CORVALLIS - An Oregon State University professor is part of an international team planning how to do away with feral goats that are turning an island where Charles Darwin did some of the field work for his theory of evolution into a "dust bowl."
"Isla Isabela is rugged and has as much land mass as the rest of the islands in the Galapagos archipelago combined, and it's not going to be easy," said OSU wildlife biologist Bruce Coblentz, who has studied feral animals, or domestic animals gone wild, on islands in several parts of the world.
"People have always thought of the northern part of Isabela as being pretty much like it was when Darwin saw it - pristine," said the OSU scientist. "It won't be for long with these (non-native) goats there."
The Galapagos island chain, part of Ecuador, is in the Pacific Ocean about 600 miles west of the South American mainland.
In the early 1980s, Coblentz and two of his graduate students studied and killed feral pigs on another Galapagos island. In September the private Charles Darwin Foundation and the Galapagos National Park Service, operated by the government of Ecuador, invited him to a two-week workshop to help plan the eradication of feral goats on Isla Isabela.
The planning team included other scientists with expertise in eradicating various kinds of animals from areas where they are not native, and hunters from New Zealand who specialize in eliminating feral goats in that country.
"The idea was to design the perfect eradication program, or as close to that as possible," said Coblentz.

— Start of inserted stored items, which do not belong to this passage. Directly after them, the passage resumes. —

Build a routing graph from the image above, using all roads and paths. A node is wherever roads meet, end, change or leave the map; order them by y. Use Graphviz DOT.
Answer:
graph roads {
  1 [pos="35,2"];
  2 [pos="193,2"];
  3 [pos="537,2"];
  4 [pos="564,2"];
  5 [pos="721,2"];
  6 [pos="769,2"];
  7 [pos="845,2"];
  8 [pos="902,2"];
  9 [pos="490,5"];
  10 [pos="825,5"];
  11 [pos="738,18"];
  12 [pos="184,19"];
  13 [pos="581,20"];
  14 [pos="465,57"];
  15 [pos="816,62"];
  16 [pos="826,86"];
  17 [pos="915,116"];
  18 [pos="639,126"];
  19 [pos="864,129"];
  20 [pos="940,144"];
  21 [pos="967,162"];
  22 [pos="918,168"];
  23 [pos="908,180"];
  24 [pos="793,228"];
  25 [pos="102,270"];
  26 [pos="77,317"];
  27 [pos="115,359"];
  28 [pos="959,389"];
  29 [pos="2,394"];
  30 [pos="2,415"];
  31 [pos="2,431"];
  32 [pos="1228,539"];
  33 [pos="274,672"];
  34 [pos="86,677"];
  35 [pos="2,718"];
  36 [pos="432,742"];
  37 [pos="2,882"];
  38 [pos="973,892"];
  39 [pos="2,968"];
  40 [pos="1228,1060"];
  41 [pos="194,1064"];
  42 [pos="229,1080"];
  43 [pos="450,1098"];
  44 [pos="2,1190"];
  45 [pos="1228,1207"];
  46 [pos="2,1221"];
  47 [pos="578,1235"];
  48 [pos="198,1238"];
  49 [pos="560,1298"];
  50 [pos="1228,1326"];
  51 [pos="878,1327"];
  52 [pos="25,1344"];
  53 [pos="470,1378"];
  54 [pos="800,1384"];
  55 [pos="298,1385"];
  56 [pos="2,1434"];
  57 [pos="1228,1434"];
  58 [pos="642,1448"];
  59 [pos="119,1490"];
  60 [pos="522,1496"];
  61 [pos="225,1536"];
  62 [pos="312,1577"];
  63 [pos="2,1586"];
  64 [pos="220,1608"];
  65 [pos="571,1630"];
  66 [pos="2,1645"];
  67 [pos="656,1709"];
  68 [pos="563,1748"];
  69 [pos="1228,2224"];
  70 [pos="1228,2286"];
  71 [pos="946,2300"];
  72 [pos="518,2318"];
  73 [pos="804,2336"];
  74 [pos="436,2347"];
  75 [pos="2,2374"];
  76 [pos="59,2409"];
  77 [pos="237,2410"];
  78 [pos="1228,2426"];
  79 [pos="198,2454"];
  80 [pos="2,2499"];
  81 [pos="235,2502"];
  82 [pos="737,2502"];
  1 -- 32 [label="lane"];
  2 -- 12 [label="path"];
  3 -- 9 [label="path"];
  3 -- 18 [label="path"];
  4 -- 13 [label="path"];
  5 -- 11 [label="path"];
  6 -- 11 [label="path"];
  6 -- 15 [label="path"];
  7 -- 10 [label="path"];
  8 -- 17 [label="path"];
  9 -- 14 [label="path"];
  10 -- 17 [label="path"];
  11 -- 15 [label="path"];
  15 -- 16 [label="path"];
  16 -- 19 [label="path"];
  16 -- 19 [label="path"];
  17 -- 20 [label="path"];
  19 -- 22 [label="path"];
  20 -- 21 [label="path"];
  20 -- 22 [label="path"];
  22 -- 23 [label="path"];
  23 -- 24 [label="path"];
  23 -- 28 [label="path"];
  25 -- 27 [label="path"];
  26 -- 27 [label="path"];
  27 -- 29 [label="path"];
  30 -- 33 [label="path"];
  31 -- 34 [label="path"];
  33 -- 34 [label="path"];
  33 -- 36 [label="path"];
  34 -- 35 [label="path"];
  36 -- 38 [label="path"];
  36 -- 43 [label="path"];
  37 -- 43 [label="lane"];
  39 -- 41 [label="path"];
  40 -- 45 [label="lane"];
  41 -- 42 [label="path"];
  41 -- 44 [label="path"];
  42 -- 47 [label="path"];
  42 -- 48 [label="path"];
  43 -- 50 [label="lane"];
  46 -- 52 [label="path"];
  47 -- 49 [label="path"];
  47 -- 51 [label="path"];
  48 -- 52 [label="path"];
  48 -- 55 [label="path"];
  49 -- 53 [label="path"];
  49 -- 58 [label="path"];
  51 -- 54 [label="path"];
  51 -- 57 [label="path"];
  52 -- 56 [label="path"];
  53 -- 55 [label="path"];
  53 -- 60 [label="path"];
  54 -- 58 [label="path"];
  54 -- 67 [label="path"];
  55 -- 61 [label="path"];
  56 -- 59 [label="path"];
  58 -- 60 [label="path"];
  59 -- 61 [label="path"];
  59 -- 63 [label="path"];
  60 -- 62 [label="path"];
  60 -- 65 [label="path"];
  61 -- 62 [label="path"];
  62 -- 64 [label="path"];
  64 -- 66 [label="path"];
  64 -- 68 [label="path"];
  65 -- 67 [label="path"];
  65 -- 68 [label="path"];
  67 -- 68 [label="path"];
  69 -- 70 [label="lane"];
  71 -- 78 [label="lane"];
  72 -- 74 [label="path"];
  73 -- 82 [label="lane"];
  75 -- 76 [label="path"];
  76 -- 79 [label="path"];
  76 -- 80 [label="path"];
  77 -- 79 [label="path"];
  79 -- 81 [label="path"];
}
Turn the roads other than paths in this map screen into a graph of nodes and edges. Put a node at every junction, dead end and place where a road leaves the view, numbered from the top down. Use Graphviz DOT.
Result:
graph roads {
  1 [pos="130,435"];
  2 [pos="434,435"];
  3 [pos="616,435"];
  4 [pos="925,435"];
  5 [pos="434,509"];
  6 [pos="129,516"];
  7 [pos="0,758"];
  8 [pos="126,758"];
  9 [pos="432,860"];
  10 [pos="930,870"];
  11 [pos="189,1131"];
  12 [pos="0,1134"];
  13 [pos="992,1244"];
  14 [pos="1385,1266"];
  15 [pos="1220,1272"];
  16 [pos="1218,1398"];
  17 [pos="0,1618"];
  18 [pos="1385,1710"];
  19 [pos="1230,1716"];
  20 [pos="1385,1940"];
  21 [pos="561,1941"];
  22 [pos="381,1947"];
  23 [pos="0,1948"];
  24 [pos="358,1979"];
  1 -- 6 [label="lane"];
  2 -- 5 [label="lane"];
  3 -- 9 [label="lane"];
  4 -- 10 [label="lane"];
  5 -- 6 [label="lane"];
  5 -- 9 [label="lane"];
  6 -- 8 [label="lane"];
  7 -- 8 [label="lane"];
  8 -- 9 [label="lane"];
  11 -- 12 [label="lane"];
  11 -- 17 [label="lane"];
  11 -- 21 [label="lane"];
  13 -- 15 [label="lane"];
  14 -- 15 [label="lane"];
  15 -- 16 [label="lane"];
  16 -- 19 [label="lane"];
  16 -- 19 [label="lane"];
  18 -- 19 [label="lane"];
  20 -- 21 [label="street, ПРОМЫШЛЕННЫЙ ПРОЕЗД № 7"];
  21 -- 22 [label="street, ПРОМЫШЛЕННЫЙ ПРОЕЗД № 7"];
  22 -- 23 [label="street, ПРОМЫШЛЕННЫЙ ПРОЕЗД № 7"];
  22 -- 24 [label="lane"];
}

Isabela is about 85 miles long and 50 miles at its widest. It has five active volcanoes. The wider southern end is round. The rest is a narrower strip stretching north. The narrowest point, a stark lava field called Perry Isthmus, is only about seven-and-a-half miles wide.
Humans live on the southern end of Isabela, along with animals including wild pigs, goats, cattle, dogs, donkeys, cats and rats. But the rugged Perry Isthmus is a natural barrier for many creatures. Until the late 1970s and early 1980s, few had ventured across it.
Now "there may be 100,000 feral goats beyond Perry Isthmus," said Coblentz.
Some years, the OSU scientist said, the island receives more precipitation from marine fog than from rain. Feral goats, grazing in an ecosystem that did not evolve with them, kill low-lying trees filled with lichens, mosses, orchids, ferns and other plants that extract moisture from the fog.
When the trees disappear, the land dries up and becomes a "dust bowl," Coblentz said. "The vegetative communities on the northern end of the island have been hit hard in the last decade," he added.
The OSU scientist said the planning team has developed a three-stage eradication plan: Phase one, shooting feral goats on the north end of Isabela from a helicopter, with the hope of exterminating up to 75 percent of them. Phase two, hunting on the ground with trained dogs imported from New Zealand. Phase three, using "Judas goats."
"Judas goats" are goats captured and fitted with a radio collar. When released, "they want to be with other goats," Coblentz said. This will help Galapagos National Park Service rangers locate and kill remaining goats.
"They're hoping to get started in 1998. The estimate is that it will take 18 to 24 months," said Coblentz. "If I can get the funding I'd like to send a graduate student there to learn more about the dynamics of using Judas goats."
The researcher and his graduate students used Judas goats in projects with feral goats on San Clemente Island off the coast of southern California and on Aldabra Atoll in the Indian Ocean.
Why not trap the goats on Isabela live and remove them?
"It would be impossible," said Coblentz. "You simply couldn't round up all the goats, except for in the easy areas. It's been tried on other islands unsuccessfully, at an expense of millions of dollars. On San Clemente Island it prolonged ecological damage for 20 years."